Work request
Transcribe exactly the first line of the listing below and each line that follows it, ending with the line that contains "0 #7b6e5e) drop-shadow(-2px", and omit the remainder.

(Listed records)

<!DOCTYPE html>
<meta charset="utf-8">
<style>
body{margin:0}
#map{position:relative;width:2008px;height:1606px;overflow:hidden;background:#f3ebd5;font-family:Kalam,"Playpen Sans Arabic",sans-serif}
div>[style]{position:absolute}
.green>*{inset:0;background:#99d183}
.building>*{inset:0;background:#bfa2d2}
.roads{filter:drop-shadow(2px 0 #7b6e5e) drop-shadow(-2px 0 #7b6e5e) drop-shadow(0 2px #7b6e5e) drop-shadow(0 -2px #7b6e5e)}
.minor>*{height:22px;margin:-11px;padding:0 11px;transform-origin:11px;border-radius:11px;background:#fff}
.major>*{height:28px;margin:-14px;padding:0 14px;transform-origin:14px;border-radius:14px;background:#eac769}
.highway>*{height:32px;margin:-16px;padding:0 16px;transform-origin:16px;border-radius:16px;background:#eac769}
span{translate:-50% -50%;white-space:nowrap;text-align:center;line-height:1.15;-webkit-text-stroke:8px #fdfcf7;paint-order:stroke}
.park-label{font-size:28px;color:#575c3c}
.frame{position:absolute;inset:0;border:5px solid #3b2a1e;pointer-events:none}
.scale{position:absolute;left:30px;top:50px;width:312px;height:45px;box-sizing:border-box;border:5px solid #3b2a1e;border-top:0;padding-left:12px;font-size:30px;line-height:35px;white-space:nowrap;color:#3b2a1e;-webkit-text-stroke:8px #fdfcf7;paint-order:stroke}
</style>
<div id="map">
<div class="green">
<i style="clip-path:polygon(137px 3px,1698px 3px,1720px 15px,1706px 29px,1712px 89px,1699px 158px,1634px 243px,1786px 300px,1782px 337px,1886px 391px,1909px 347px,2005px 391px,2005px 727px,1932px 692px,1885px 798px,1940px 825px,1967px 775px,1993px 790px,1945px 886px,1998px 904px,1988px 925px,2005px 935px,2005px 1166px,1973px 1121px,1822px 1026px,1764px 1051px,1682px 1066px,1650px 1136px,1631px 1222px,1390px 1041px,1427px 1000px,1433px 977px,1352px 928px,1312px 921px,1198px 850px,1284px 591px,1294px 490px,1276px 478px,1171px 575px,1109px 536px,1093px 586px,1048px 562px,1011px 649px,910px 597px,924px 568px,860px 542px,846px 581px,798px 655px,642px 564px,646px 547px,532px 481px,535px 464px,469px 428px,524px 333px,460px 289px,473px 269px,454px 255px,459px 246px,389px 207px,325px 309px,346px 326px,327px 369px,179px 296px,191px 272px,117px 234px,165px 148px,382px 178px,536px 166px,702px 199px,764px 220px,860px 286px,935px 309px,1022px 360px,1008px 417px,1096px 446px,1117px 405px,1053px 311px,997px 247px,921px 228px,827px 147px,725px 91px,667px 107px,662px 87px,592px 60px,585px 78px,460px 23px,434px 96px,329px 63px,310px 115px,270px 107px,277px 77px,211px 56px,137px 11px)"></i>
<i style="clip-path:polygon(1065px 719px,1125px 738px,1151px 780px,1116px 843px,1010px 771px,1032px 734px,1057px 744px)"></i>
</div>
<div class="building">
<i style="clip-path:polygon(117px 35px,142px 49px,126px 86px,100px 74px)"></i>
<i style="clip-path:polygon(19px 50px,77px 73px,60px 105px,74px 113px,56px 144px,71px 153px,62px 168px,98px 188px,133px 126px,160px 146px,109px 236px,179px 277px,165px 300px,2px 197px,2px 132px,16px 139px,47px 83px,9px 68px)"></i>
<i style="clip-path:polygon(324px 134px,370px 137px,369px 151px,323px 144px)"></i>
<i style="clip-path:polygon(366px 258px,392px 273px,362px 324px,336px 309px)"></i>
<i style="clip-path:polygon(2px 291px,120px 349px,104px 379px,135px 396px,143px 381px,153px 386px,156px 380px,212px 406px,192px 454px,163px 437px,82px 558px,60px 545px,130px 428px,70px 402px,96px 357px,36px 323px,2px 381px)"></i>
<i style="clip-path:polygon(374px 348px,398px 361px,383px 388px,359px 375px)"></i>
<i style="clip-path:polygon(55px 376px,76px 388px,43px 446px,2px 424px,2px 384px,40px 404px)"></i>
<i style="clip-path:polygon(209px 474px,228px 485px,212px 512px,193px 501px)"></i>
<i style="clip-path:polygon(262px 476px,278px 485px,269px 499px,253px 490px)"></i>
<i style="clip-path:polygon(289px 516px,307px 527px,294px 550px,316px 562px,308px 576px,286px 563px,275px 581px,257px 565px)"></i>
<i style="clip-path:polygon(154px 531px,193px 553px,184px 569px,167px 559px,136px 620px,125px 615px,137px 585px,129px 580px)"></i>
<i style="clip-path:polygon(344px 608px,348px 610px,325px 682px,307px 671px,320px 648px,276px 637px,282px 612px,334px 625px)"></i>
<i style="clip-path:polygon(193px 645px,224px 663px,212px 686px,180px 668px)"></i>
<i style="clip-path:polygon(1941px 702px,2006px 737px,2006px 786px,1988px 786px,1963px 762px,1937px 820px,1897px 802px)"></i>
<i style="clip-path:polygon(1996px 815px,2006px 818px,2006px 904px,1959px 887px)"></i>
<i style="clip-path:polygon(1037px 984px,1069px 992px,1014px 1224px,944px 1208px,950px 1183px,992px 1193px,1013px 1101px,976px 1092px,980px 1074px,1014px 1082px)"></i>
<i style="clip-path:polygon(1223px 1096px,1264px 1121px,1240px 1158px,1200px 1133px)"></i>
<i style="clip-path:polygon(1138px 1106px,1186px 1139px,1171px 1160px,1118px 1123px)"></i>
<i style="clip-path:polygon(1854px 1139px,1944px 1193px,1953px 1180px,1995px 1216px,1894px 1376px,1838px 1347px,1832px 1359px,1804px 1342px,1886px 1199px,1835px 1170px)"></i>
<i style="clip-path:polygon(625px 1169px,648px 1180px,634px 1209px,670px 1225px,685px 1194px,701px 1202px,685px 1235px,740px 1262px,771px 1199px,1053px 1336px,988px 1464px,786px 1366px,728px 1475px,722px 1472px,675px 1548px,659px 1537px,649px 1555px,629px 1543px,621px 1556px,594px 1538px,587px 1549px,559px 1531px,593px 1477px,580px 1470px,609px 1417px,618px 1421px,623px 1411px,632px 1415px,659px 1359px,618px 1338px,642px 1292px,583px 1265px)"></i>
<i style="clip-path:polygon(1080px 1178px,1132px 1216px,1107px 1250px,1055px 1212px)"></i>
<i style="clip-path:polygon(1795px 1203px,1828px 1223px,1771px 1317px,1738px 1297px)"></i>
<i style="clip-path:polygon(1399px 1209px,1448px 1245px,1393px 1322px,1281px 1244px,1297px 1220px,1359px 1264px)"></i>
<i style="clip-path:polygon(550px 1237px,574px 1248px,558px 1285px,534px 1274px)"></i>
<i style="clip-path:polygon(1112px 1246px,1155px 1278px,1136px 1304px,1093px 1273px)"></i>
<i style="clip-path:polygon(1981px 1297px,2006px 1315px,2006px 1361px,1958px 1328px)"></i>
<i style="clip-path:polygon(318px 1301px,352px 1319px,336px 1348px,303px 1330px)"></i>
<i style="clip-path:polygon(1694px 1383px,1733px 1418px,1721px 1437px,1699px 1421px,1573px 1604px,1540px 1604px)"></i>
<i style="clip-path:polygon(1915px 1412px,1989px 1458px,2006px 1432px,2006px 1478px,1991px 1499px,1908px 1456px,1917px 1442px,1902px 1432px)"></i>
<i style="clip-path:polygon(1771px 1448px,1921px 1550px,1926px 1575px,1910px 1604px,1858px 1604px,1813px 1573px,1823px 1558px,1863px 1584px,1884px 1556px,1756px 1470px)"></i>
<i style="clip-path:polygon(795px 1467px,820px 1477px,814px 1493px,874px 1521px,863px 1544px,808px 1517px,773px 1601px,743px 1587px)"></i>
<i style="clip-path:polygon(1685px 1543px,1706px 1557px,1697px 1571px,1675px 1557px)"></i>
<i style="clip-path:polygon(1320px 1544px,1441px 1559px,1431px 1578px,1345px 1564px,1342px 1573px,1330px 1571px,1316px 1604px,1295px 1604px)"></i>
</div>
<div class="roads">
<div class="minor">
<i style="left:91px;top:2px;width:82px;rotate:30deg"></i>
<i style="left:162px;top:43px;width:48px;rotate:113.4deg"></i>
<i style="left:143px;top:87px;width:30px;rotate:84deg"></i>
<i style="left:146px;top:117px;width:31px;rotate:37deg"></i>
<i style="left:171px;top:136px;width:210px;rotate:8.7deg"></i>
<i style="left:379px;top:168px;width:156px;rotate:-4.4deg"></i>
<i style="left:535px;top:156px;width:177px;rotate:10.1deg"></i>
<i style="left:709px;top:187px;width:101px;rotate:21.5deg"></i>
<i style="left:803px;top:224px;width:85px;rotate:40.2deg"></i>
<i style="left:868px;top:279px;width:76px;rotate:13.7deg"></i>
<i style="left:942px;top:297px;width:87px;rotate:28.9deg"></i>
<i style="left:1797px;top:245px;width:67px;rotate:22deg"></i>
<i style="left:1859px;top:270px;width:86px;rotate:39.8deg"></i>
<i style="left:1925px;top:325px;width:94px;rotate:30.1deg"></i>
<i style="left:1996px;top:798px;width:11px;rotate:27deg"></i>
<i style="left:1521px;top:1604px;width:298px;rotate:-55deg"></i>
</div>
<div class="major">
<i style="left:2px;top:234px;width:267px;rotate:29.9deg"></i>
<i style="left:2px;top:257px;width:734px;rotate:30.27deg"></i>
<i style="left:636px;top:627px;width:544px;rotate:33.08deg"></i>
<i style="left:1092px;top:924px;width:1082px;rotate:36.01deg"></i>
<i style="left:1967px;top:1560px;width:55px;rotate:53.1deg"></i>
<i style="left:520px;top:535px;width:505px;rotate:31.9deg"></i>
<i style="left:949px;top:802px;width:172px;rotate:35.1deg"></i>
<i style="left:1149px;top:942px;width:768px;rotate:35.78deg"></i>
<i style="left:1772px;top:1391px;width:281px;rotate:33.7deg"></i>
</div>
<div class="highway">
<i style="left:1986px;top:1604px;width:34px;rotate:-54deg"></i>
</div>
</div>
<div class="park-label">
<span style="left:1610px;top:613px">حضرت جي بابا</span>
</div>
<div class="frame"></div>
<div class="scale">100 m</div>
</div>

(End Listed records)

Written answer
<!DOCTYPE html>
<meta charset="utf-8">
<style>
body{margin:0}
#map{position:relative;width:2008px;height:1606px;overflow:hidden;background:#f3ebd5;font-family:Kalam,"Playpen Sans Arabic",sans-serif}
div>[style]{position:absolute}
.green>*{inset:0;background:#99d183}
.building>*{inset:0;background:#bfa2d2}
.roads{filter:drop-shadow(2px 0 #7b6e5e) drop-shadow(-2px 0 #7b6e5e) drop-shadow(0 2px #7b6e5e) drop-shadow(0 -2px #7b6e5e)}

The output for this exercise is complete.